Data records
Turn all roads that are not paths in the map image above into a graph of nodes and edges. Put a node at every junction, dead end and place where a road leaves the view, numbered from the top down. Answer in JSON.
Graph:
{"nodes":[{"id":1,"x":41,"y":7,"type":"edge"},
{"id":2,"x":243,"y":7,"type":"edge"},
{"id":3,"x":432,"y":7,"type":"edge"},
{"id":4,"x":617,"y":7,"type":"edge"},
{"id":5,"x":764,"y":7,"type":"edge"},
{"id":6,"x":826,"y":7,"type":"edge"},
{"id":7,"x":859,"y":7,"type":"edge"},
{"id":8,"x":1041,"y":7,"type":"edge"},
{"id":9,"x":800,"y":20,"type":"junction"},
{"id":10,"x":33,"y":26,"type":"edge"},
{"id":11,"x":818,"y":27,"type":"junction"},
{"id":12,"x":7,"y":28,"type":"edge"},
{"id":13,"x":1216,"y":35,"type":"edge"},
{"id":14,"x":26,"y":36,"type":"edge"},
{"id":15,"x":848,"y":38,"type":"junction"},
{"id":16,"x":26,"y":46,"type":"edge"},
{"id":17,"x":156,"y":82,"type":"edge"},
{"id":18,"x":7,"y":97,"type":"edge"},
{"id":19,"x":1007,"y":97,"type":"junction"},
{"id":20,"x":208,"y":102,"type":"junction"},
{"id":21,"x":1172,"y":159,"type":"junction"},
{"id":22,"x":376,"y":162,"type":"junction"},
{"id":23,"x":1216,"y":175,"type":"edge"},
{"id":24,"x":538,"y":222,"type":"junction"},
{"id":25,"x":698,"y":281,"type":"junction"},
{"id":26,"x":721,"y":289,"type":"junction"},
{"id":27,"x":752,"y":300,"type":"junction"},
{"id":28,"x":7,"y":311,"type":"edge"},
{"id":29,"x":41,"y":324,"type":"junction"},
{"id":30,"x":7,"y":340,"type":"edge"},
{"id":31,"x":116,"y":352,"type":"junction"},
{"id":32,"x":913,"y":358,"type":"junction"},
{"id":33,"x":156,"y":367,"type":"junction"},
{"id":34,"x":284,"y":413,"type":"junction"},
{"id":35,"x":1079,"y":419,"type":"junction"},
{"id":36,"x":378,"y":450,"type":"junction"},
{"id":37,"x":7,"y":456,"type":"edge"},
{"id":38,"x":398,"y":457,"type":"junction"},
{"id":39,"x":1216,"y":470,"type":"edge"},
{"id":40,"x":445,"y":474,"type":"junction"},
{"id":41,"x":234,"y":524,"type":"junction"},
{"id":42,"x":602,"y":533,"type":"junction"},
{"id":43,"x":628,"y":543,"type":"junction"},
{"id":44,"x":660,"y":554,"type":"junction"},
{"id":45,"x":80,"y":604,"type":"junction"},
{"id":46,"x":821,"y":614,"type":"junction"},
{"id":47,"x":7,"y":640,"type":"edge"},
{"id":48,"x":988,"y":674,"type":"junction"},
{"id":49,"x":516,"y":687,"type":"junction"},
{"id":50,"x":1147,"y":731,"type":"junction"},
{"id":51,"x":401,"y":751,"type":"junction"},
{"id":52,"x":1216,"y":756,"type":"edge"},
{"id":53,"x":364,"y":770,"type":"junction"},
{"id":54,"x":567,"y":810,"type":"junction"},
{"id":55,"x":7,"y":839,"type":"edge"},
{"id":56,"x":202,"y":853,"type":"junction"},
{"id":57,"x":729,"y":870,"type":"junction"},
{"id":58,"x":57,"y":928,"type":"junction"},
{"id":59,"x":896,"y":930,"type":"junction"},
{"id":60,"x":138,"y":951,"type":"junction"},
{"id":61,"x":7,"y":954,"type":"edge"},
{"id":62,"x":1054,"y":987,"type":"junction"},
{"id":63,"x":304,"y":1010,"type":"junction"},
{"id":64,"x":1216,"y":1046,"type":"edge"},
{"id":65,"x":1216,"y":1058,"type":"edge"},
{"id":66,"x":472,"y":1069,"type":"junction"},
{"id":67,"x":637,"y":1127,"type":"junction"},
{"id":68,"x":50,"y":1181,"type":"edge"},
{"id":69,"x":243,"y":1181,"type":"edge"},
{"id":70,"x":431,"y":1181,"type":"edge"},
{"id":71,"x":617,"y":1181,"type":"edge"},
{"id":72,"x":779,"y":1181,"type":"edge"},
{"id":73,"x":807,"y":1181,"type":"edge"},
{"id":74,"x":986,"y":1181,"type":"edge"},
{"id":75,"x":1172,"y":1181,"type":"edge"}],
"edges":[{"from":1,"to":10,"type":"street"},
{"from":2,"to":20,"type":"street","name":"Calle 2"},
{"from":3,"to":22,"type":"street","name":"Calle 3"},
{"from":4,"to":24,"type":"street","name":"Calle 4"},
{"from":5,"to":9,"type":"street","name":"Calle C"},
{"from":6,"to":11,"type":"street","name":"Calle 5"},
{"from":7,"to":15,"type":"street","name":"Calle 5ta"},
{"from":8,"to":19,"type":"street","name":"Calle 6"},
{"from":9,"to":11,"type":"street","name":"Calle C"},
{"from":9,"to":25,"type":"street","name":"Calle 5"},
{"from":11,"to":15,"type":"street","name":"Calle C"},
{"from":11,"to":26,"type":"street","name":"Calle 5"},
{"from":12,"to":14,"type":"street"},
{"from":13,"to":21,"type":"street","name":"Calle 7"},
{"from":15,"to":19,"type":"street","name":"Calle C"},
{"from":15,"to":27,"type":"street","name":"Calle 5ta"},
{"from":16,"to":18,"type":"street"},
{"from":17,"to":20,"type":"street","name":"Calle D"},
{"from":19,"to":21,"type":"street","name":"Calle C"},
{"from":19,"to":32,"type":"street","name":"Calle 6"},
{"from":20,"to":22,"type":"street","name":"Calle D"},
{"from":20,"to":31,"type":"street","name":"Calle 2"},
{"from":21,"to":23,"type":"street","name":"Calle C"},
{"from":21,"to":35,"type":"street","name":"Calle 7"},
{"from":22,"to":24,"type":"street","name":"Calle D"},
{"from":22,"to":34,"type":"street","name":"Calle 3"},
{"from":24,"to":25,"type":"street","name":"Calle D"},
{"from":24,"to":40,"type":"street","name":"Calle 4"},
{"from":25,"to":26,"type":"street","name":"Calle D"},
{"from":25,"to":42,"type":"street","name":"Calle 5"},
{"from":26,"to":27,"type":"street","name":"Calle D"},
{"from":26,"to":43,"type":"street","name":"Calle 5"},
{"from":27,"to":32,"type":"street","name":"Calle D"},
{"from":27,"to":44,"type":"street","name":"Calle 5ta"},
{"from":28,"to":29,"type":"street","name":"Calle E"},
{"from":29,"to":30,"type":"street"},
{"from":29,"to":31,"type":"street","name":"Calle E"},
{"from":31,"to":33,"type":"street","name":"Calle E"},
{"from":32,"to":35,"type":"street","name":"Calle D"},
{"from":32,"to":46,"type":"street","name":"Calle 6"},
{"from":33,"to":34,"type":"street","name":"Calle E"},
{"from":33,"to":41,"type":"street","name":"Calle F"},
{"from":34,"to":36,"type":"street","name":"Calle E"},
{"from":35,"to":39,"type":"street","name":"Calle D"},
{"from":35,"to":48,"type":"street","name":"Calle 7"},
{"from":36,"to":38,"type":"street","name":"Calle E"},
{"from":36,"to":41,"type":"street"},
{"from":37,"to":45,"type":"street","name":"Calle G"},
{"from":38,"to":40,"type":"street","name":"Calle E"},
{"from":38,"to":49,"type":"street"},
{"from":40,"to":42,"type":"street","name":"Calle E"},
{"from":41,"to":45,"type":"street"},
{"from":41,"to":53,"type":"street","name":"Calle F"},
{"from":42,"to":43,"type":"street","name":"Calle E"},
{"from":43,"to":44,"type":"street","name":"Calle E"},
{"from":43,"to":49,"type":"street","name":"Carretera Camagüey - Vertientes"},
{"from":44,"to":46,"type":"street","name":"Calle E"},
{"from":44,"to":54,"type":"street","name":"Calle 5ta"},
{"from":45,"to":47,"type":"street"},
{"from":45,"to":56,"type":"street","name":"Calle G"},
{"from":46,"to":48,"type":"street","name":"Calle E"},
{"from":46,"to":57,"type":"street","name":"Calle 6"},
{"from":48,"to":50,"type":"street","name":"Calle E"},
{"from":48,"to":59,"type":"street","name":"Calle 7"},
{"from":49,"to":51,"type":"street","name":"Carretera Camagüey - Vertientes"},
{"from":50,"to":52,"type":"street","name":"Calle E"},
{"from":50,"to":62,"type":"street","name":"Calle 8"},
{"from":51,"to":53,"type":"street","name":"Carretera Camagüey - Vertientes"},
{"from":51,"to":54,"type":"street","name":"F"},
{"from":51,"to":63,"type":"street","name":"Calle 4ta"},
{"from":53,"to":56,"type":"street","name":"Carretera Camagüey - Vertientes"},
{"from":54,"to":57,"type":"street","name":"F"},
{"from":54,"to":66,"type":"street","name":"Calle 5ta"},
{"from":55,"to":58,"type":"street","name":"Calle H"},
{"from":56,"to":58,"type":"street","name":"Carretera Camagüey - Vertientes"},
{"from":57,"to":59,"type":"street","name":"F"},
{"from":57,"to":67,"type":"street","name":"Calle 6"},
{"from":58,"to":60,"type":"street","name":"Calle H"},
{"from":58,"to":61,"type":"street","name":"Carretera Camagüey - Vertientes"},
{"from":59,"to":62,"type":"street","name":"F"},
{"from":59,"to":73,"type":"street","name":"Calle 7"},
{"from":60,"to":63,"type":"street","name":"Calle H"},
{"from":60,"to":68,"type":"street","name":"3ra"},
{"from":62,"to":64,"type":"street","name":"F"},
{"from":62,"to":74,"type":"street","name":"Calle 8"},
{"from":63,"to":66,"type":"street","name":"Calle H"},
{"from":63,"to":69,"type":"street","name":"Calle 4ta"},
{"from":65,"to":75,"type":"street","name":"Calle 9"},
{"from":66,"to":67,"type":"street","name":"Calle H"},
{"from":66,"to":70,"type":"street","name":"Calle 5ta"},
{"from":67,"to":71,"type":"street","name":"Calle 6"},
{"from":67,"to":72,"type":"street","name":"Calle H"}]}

▶ **Directions**:
Each line containing the word "nodes" needs to be copied from the data above.

▶ **Expected output**:
Turn all roads that are not paths in the map image above into a graph of nodes and edges. Put a node at every junction, dead end and place where a road leaves the view, numbered from the top down. Answer in JSON.
{"nodes":[{"id":1,"x":41,"y":7,"type":"edge"},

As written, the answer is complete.